* Entries supplied *
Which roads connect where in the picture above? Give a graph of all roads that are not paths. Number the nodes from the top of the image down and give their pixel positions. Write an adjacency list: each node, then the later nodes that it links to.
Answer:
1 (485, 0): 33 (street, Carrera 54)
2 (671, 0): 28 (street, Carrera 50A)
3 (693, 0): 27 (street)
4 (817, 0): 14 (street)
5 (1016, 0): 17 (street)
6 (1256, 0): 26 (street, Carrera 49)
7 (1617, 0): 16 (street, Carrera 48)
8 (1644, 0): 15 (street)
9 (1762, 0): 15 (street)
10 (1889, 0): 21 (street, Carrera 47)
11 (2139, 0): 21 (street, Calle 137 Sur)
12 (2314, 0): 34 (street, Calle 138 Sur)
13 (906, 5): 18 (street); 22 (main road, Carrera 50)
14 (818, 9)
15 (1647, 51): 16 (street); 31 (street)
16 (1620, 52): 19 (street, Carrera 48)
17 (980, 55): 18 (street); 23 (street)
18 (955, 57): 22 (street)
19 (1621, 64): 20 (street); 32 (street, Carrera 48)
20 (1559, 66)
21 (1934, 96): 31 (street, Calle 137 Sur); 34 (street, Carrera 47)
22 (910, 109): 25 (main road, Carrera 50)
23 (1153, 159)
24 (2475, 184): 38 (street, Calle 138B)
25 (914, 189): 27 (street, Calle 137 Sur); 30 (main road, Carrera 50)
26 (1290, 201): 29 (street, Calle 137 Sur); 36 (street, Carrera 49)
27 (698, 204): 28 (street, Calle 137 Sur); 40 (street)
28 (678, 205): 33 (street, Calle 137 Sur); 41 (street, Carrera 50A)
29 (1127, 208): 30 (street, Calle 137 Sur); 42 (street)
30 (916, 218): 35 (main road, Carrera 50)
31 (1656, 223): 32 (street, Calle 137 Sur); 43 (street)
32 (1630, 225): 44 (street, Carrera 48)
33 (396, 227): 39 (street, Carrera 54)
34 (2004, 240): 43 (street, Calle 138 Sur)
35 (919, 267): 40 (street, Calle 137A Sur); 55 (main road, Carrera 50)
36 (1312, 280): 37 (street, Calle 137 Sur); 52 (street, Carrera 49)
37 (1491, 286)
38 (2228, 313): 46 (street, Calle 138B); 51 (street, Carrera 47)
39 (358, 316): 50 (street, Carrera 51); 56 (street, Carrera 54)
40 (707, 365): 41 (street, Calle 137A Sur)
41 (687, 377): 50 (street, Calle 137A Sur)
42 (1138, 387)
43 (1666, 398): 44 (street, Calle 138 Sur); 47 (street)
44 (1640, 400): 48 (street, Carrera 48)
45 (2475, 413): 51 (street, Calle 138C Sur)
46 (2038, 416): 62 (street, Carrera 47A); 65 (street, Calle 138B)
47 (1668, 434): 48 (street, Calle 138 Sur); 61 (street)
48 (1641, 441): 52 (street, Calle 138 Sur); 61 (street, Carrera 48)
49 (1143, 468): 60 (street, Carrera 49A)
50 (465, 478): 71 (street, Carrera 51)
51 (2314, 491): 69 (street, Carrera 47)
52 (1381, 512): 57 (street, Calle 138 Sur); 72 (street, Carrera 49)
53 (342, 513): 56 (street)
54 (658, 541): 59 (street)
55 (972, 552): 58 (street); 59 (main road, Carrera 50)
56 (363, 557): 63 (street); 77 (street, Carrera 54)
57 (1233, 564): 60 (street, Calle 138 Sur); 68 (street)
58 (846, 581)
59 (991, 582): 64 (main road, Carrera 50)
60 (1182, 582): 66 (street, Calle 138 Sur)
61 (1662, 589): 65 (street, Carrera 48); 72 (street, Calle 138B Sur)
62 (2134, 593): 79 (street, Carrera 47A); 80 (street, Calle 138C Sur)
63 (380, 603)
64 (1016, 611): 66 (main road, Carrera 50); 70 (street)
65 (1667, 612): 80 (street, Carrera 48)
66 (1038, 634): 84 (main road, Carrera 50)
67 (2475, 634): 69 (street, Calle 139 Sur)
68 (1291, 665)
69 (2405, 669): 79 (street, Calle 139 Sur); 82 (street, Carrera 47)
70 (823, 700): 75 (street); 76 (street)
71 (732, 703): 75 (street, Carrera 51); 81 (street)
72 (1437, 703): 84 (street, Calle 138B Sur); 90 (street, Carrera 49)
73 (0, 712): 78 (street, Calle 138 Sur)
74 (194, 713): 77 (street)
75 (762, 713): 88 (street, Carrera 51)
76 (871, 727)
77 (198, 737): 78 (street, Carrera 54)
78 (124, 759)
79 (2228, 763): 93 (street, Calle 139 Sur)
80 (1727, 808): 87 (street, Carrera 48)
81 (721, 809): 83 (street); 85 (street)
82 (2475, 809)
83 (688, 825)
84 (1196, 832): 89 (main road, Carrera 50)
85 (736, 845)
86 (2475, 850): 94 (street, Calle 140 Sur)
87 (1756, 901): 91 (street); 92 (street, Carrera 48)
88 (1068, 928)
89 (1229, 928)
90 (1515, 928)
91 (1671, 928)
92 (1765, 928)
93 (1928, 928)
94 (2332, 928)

* About this task *
Every entry must appear in the answer, reproduced exactly.

* Written solution *
Which roads connect where in the picture above? Give a graph of all roads that are not paths. Number the nodes from the top of the image down and give their pixel positions. Write an adjacency list: each node, then the later nodes that it links to.
Answer:
1 (485, 0): 33 (street, Carrera 54)
2 (671, 0): 28 (street, Carrera 50A)
3 (693, 0): 27 (street)
4 (817, 0): 14 (street)
5 (1016, 0): 17 (street)
6 (1256, 0): 26 (street, Carrera 49)
7 (1617, 0): 16 (street, Carrera 48)
8 (1644, 0): 15 (street)
9 (1762, 0): 15 (street)
10 (1889, 0): 21 (street, Carrera 47)
11 (2139, 0): 21 (street, Calle 137 Sur)
12 (2314, 0): 34 (street, Calle 138 Sur)
13 (906, 5): 18 (street); 22 (main road, Carrera 50)
14 (818, 9)
15 (1647, 51): 16 (street); 31 (street)
16 (1620, 52): 19 (street, Carrera 48)
17 (980, 55): 18 (street); 23 (street)
18 (955, 57): 22 (street)
19 (1621, 64): 20 (street); 32 (street, Carrera 48)
20 (1559, 66)
21 (1934, 96): 31 (street, Calle 137 Sur); 34 (street, Carrera 47)
22 (910, 109): 25 (main road, Carrera 50)
23 (1153, 159)
24 (2475, 184): 38 (street, Calle 138B)
25 (914, 189): 27 (street, Calle 137 Sur); 30 (main road, Carrera 50)
26 (1290, 201): 29 (street, Calle 137 Sur); 36 (street, Carrera 49)
27 (698, 204): 28 (street, Calle 137 Sur); 40 (street)
28 (678, 205): 33 (street, Calle 137 Sur); 41 (street, Carrera 50A)
29 (1127, 208): 30 (street, Calle 137 Sur); 42 (street)
30 (916, 218): 35 (main road, Carrera 50)
31 (1656, 223): 32 (street, Calle 137 Sur); 43 (street)
32 (1630, 225): 44 (street, Carrera 48)
33 (396, 227): 39 (street, Carrera 54)
34 (2004, 240): 43 (street, Calle 138 Sur)
35 (919, 267): 40 (street, Calle 137A Sur); 55 (main road, Carrera 50)
36 (1312, 280): 37 (street, Calle 137 Sur); 52 (street, Carrera 49)
37 (1491, 286)
38 (2228, 313): 46 (street, Calle 138B); 51 (street, Carrera 47)
39 (358, 316): 50 (street, Carrera 51); 56 (street, Carrera 54)
40 (707, 365): 41 (street, Calle 137A Sur)
41 (687, 377): 50 (street, Calle 137A Sur)
42 (1138, 387)
43 (1666, 398): 44 (street, Calle 138 Sur); 47 (street)
44 (1640, 400): 48 (street, Carrera 48)
45 (2475, 413): 51 (street, Calle 138C Sur)
46 (2038, 416): 62 (street, Carrera 47A); 65 (street, Calle 138B)
47 (1668, 434): 48 (street, Calle 138 Sur); 61 (street)
48 (1641, 441): 52 (street, Calle 138 Sur); 61 (street, Carrera 48)
49 (1143, 468): 60 (street, Carrera 49A)
50 (465, 478): 71 (street, Carrera 51)
51 (2314, 491): 69 (street, Carrera 47)
52 (1381, 512): 57 (street, Calle 138 Sur); 72 (street, Carrera 49)
53 (342, 513): 56 (street)
54 (658, 541): 59 (street)
55 (972, 552): 58 (street); 59 (main road, Carrera 50)
56 (363, 557): 63 (street); 77 (street, Carrera 54)
57 (1233, 564): 60 (street, Calle 138 Sur); 68 (street)
58 (846, 581)
59 (991, 582): 64 (main road, Carrera 50)
60 (1182, 582): 66 (street, Calle 138 Sur)
61 (1662, 589): 65 (street, Carrera 48); 72 (street, Calle 138B Sur)
62 (2134, 593): 79 (street, Carrera 47A); 80 (street, Calle 138C Sur)
63 (380, 603)
64 (1016, 611): 66 (main road, Carrera 50); 70 (street)
65 (1667, 612): 80 (street, Carrera 48)
66 (1038, 634): 84 (main road, Carrera 50)
67 (2475, 634): 69 (street, Calle 139 Sur)
68 (1291, 665)
69 (2405, 669): 79 (street, Calle 139 Sur); 82 (street, Carrera 47)
70 (823, 700): 75 (street); 76 (street)
71 (732, 703): 75 (street, Carrera 51); 81 (street)
72 (1437, 703): 84 (street, Calle 138B Sur); 90 (street, Carrera 49)
73 (0, 712): 78 (street, Calle 138 Sur)
74 (194, 713): 77 (street)
75 (762, 713): 88 (street, Carrera 51)
76 (871, 727)
77 (198, 737): 78 (street, Carrera 54)
78 (124, 759)
79 (2228, 763): 93 (street, Calle 139 Sur)
80 (1727, 808): 87 (street, Carrera 48)
81 (721, 809): 83 (street); 85 (street)
82 (2475, 809)
83 (688, 825)
84 (1196, 832): 89 (main road, Carrera 50)
85 (736, 845)
86 (2475, 850): 94 (street, Calle 140 Sur)
87 (1756, 901): 91 (street); 92 (street, Carrera 48)
88 (1068, 928)
89 (1229, 928)
90 (1515, 928)
91 (1671, 928)
92 (1765, 928)
93 (1928, 928)
94 (2332, 928)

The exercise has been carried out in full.